RECORDS PROVIDED section start

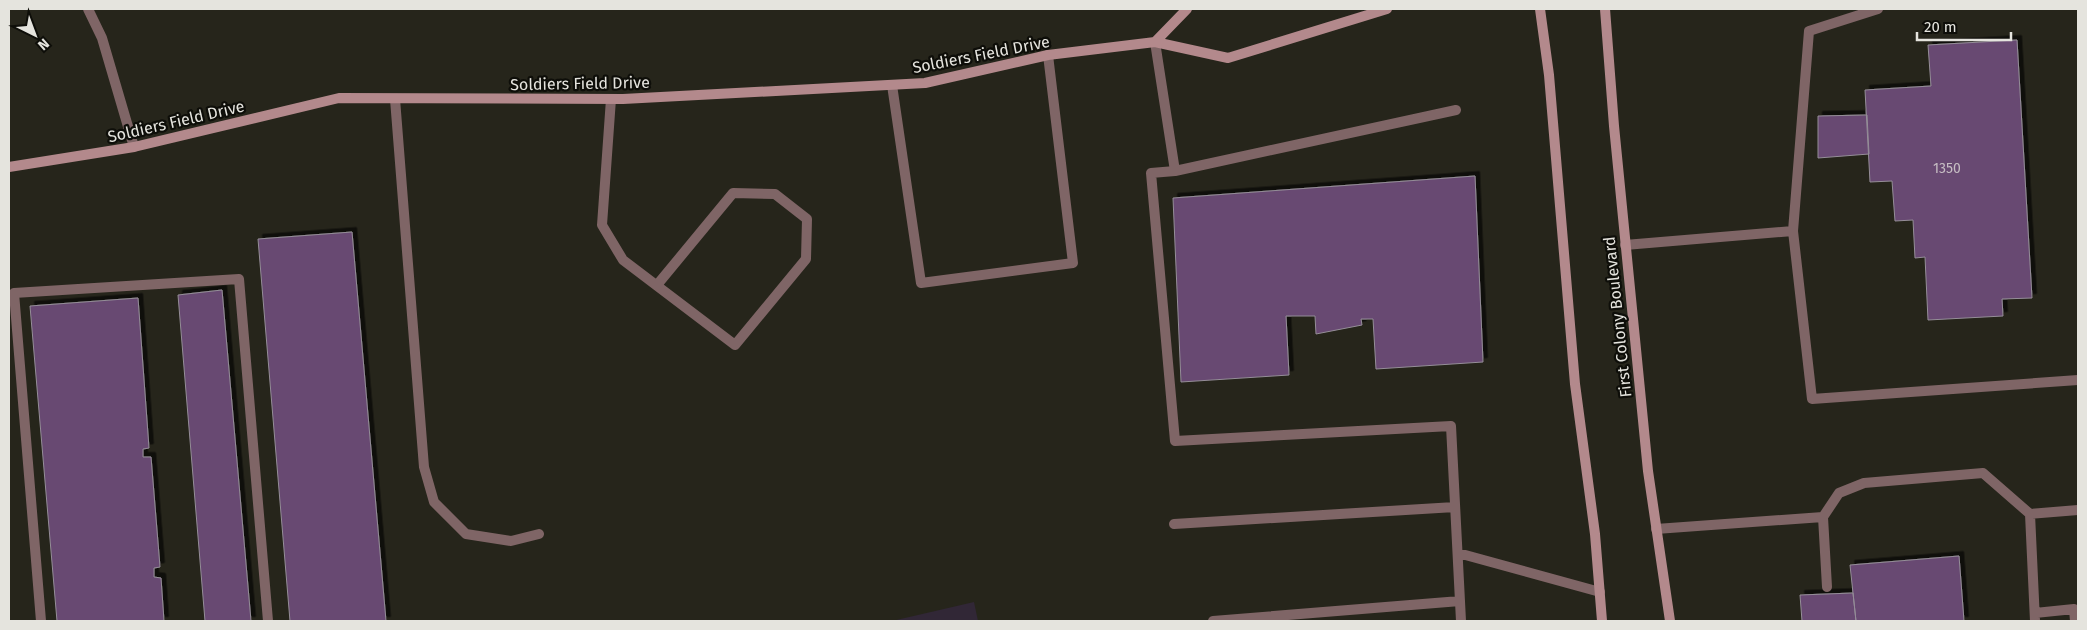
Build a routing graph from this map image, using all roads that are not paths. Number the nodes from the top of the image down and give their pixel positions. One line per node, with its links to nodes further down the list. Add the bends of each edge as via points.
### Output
1 (88, 9): 13 (street, via 102,38)
2 (1187, 9): 7 (street)
3 (1387, 9): 7 (street, Soldiers Field Drive, via 1228,58)
4 (1540, 9): 29 (street, via 1549,75 1575,384 1596,534)
5 (1605, 9): 17 (street, First Colony Boulevard)
6 (1878, 9): 16 (street, via 1809,31)
7 (1155, 42): 8 (street, Soldiers Field Drive); 15 (street)
8 (1048, 55): 9 (street, Soldiers Field Drive, via 925,83); 9 (street, via 1073,263 921,282)
9 (892, 85): 11 (street, Soldiers Field Drive)
10 (395, 98): 11 (street, Soldiers Field Drive); 13 (street, Soldiers Field Drive, via 339,98); 26 (street, via 424,467 434,502 466,534 511,541)
11 (611, 99): 18 (street, via 602,225 623,260)
12 (1456, 110): 15 (street)
13 (134, 147): 14 (street, Soldiers Field Drive)
14 (9, 167)
15 (1175, 171): 20 (street, via 1152,173 1176,441 1450,426)
16 (1793, 230): 17 (street); 19 (street, via 1812,400)
17 (1625, 245): 25 (street, First Colony Boulevard)
18 (657, 285): 18 (street, via 735,346 806,259 807,218 775,194 734,193)
19 (2078, 380)
20 (1456, 507): 24 (street); 27 (street)
21 (2078, 510): 22 (street)
22 (2030, 514): 23 (street, via 1983,473 1864,483 1839,493); 31 (street)
23 (1823, 516): 25 (street); 28 (street)
24 (1174, 524)
25 (1656, 529): 37 (street, First Colony Boulevard)
26 (539, 534)
27 (1458, 553): 29 (street); 30 (street)
28 (1827, 588)
29 (1600, 592): 36 (street)
30 (1460, 600): 34 (street); 35 (street)
31 (2035, 617): 38 (street, via 2074,609)
32 (41, 621): 33 (street, via 14,293 239,279)
33 (268, 621)
34 (1213, 621)
35 (1461, 621)
36 (1602, 621)
37 (1670, 621)
38 (2075, 621)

RECORDS PROVIDED section end

### THE PROBLEM
Locate and copy each line in the data above that includes the word "Colony".

### OUTPUT BELOW
5 (1605, 9): 17 (street, First Colony Boulevard)
17 (1625, 245): 25 (street, First Colony Boulevard)
25 (1656, 529): 37 (street, First Colony Boulevard)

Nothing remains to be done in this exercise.